→ WHAT IS EXPECTED: In the records below, some lines contain the word "Calle". Copy each of them.

→ RECORD SET:
▶
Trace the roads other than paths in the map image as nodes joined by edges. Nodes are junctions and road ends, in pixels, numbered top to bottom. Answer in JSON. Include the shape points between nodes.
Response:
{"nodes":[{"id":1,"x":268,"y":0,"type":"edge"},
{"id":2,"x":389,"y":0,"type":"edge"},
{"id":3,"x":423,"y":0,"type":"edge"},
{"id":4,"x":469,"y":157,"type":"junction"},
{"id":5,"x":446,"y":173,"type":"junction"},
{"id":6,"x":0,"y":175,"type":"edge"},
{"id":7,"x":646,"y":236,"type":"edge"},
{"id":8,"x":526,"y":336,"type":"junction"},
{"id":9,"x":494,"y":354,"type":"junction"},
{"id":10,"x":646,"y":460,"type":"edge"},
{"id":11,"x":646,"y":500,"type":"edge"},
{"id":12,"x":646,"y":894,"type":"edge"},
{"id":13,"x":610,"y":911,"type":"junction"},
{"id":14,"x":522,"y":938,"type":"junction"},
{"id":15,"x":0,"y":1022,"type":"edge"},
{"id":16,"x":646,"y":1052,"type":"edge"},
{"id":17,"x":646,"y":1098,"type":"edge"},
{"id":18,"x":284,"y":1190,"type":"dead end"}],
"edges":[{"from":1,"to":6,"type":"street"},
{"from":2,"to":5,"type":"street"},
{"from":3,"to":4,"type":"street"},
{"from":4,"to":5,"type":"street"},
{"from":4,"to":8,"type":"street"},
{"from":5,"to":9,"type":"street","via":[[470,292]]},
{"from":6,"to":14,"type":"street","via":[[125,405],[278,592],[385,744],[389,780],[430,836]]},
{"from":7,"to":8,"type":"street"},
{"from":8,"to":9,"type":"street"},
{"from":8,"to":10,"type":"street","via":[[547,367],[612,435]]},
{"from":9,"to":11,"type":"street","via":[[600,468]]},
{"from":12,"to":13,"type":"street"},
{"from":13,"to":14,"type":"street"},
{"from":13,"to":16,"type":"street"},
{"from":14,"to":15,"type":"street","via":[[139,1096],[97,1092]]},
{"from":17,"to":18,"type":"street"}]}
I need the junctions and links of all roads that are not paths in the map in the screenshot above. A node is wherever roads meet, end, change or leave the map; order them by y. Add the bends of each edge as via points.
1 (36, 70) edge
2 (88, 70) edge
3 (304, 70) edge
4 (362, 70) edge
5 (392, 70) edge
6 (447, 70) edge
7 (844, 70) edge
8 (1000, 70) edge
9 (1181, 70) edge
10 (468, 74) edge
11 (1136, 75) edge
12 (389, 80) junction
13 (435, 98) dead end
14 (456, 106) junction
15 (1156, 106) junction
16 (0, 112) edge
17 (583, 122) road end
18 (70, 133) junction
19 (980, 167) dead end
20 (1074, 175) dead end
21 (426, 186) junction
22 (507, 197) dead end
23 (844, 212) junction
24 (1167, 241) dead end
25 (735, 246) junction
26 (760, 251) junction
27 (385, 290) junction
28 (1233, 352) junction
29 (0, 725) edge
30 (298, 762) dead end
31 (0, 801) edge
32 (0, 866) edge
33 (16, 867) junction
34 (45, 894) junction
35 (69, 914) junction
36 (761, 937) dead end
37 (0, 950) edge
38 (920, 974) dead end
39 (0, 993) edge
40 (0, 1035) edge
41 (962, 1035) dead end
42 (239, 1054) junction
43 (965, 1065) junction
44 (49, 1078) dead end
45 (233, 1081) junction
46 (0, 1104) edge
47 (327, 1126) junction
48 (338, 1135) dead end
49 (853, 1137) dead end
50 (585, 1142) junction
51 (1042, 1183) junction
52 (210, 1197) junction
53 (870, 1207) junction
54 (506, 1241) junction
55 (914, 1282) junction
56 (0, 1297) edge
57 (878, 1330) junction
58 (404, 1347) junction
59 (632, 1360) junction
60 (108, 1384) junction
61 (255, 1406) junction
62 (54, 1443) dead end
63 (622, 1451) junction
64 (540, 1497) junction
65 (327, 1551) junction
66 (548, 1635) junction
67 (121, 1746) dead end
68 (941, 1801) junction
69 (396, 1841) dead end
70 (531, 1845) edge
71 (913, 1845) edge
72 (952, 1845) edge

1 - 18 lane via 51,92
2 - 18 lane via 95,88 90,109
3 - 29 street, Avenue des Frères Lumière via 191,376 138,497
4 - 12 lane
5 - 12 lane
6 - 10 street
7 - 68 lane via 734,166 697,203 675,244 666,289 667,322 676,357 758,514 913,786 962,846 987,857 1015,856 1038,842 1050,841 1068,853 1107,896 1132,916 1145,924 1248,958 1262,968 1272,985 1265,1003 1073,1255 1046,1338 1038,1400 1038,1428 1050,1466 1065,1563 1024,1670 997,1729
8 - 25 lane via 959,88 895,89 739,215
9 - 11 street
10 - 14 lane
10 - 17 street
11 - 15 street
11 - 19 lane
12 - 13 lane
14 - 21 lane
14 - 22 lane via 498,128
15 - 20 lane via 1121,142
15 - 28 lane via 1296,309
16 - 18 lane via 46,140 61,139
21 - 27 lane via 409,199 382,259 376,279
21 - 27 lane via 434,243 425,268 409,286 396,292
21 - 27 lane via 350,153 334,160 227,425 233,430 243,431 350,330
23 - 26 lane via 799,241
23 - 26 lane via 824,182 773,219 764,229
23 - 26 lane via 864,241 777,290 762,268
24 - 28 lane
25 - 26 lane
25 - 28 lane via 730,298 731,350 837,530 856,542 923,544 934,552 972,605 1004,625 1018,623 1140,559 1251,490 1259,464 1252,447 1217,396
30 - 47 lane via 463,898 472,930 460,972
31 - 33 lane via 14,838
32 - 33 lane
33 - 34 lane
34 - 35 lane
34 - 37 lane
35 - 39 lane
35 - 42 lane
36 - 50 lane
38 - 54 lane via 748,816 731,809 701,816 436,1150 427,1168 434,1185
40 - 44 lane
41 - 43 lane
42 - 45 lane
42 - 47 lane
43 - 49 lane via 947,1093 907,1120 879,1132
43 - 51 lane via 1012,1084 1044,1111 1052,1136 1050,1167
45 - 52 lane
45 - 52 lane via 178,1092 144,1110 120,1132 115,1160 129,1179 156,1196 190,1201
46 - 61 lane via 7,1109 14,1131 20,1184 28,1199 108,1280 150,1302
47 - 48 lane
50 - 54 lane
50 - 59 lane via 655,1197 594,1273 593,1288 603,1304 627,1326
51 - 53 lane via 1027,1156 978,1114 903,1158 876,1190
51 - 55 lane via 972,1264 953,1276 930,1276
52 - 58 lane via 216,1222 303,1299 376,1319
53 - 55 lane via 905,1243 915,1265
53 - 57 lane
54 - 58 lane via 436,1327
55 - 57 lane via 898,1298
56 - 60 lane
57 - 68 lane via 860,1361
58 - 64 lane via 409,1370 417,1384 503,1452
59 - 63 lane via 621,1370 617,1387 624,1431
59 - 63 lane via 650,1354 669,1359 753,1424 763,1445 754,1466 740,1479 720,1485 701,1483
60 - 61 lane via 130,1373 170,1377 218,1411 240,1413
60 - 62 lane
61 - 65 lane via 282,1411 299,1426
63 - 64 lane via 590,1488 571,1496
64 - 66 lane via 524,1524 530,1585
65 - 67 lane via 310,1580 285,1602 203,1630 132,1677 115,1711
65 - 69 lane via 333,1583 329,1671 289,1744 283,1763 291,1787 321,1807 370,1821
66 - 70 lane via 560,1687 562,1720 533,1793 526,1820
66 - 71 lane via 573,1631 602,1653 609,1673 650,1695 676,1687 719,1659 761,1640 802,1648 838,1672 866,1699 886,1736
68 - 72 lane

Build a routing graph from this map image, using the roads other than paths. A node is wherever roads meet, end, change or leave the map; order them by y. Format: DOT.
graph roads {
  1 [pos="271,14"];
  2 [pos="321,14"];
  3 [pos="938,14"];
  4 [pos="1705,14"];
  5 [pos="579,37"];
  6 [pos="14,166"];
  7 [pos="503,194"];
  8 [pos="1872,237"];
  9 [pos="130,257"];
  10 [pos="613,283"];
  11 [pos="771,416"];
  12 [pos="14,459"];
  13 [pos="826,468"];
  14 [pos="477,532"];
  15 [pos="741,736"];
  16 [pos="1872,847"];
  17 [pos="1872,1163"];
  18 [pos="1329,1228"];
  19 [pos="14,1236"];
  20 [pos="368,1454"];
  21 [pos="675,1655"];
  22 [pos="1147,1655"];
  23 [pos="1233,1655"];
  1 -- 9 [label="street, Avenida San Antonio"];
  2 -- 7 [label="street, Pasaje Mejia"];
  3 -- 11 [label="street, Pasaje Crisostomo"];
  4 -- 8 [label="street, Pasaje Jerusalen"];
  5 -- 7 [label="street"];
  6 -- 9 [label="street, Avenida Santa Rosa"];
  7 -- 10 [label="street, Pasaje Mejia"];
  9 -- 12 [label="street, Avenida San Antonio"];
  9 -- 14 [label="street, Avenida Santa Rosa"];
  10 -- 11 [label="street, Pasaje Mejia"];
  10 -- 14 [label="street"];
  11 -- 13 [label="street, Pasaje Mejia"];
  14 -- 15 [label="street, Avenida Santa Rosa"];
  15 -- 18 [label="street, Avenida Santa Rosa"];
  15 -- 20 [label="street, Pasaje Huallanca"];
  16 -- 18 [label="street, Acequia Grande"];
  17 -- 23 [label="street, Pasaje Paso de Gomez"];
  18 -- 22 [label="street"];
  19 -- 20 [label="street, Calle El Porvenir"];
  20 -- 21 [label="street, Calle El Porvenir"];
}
◀
→ SOLVED PROBLEM:
  19 -- 20 [label="street, Calle El Porvenir"];
  20 -- 21 [label="street, Calle El Porvenir"];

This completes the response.